Structure, modelling, and molecular dynamics studies of the inhibition of protein tyrosine phosphatase 1B by sulfotyrosine peptides.

The protein tyrosine phosphatases comprise a class of enzymes that are crucial for the regulation of a number of cellular processes. Because of this, they are attracting increasing attention, not only as legitimate therapeutic targets, but also because of their relationship to many fundamental cellular processes. Certain sulfotyrosine peptides derived from casein are known to be good inhibitors of the protein tyrosine phosphatase, PTP1B. In this study, NMR transfer nuclear Overhauser effect studies have been used to ascertain the bound-state conformation adopted by the 12-amino acid residue casein-derived peptide, CAS200 (NANEEE(sY)SIGSA) and N-terminal truncated forms of this peptide, CAS203 and CAS205. Each of the peptides were found to bind in an extended beta-strand conformation.
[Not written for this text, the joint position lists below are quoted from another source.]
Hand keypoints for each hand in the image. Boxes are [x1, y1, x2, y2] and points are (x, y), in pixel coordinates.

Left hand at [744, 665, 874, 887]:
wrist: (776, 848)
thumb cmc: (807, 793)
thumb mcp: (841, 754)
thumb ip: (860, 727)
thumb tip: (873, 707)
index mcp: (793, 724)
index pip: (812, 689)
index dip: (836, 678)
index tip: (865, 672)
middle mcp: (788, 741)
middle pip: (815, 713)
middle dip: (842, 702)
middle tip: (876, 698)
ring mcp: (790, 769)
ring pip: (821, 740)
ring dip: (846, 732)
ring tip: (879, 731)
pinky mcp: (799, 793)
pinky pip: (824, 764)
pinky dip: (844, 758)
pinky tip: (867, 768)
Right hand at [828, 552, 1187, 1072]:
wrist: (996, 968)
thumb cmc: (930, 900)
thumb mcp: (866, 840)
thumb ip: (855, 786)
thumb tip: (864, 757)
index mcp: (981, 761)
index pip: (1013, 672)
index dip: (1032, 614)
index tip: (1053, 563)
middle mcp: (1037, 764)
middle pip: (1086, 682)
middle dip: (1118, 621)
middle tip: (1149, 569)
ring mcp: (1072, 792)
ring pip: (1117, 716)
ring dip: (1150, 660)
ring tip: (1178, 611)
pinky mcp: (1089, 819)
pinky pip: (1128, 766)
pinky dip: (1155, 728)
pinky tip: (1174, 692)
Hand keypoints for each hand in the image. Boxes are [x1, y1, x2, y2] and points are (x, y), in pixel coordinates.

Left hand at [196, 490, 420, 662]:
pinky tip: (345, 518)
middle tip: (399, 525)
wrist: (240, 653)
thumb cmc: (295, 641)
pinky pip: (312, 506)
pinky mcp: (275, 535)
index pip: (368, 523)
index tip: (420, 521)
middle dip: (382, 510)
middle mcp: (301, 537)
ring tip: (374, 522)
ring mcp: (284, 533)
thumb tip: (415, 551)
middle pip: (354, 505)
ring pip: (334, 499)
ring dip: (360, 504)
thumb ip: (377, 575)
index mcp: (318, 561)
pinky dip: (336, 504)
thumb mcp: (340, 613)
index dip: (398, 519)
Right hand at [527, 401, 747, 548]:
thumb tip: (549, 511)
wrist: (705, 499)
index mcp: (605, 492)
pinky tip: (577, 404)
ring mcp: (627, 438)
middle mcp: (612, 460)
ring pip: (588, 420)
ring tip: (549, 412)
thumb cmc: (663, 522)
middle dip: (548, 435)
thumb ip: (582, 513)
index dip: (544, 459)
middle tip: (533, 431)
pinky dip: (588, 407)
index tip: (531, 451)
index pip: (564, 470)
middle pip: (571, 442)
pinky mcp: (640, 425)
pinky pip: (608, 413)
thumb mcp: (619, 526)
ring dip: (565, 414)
Extensive molecular modelling and molecular dynamics simulations of the PTP1B/peptide complexes, in a fully hydrated model, allowed a detailed description of the potential sources of the binding interactions to be developed. In agreement with the NMR studies, the modelling provided a picture of binding of CAS200 in which only the central (E203-I208) residues contributed significantly to the binding while the 3 N-terminal and 3 C-terminal residues were quite fluxional. Critical cationic surface residues, lying near to, but outside the active site pocket were the source of strong stabilizing forces that complemented the stabilizing interactions of the active site pocket. Electrostatic, hydrophobic, and hydrogen bonding interactions, in a residue specific manner, were all found to make significant contributions to the binding of these inhibitors.